8.2. Death. If Executive dies during the Term of his employment, the
Company shall pay his estate the compensation that would otherwise be
payable to him for the month in which his death occurs, and his employment
shall be deemed terminated on the last day of such month.
8.3. Cause. The Company may immediately terminate Executive's
employment at any time for:
8.3.1. non-performance or gross negligent performance by Executive of
any material duties which continues after sixty (60) calendar
days' written notice specifying such non-performance or gross
negligent performance; or
8.3.2. the commission of any theft, fraud, embezzlement or similar
crime involving the commission of any felony; for acts of
dishonesty or moral turpitude; for violation of Company policy or
applicable local, state or federal laws or regulations, including
anti-discrimination laws or securities laws; or for violation of
other laws which causes material economic damage to the Company
or material damage to the business reputation of the Company; or
for a material breach of any provision of this Agreement.

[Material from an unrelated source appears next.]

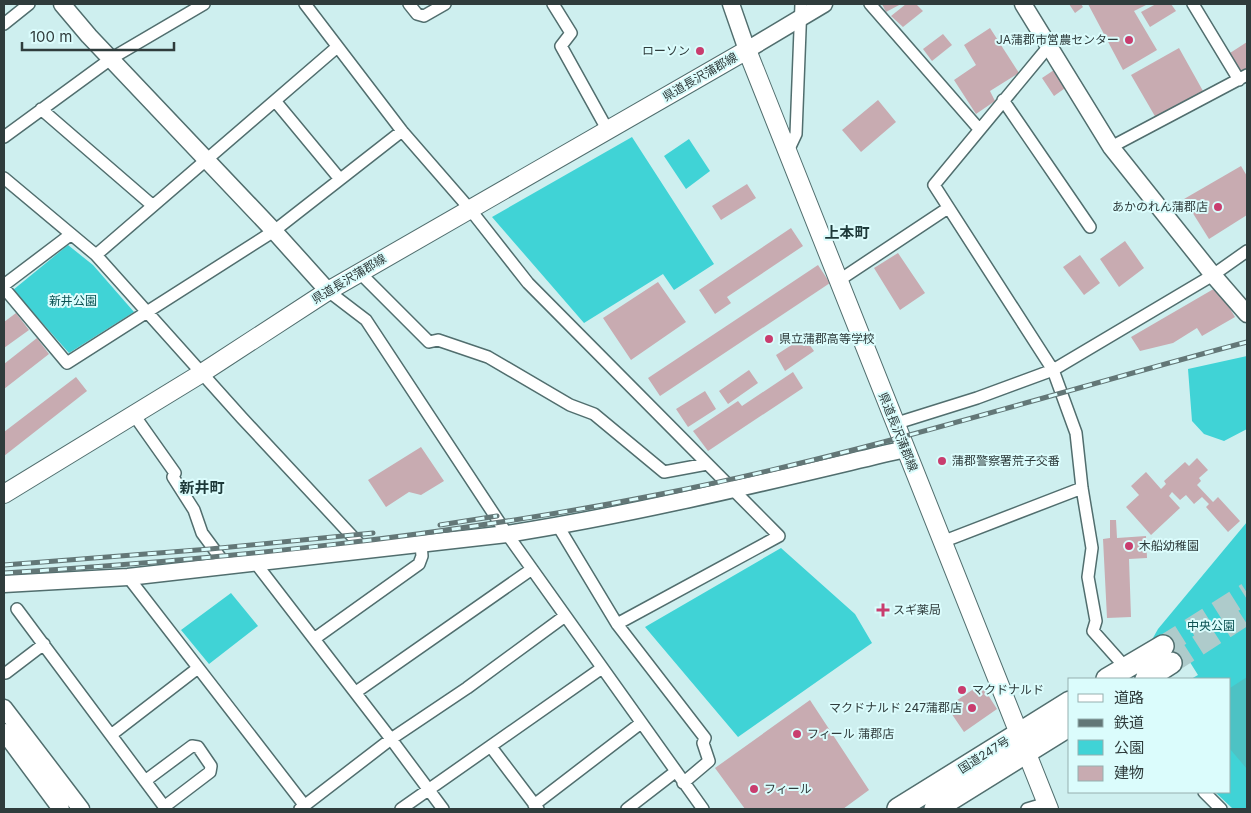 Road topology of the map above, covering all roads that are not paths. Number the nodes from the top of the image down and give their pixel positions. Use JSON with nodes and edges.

8.4. Demotion. The Executive may terminate Executive's employment with
the Company upon thirty (30) calendar days' written notice if the Company
assigns the Executive to a position of lower responsibility and Executive
rejects such assignment.
8.5. Discretion. Either party, in its sole discretion, may terminate
Executive's employment at any time upon thirty (30) calendar days' prior
written notice.
8.6. Change of Control. Either party may terminate Executive's
employment upon at least thirty (30) calendar days' written notice upon the
occurrence of any of the following events:
8.6.1. sale by the Company of substantially all of its assets to a
single purchaser or associated group of purchasers who are not
Affiliates of the Company;
8.6.2. sale, exchange or other disposition in one transaction of 35%
or more of the outstanding voting stock of the Company to
persons, firms or corporations who are not Affiliates of the
Company;
8.6.3. merger or consolidation of the Company in a transaction not
involving an Affiliate of the Company in which the shareholders
of the Company receive less than 50% of the outstanding voting
stock of the newcontinuing corporation or successor entity;
8.6.4. a bona fide decision by the Company to terminate its business
and liquidate its assets (but only if such liquidation is not
part of a plan to carry on the Company's business through its
shareholders).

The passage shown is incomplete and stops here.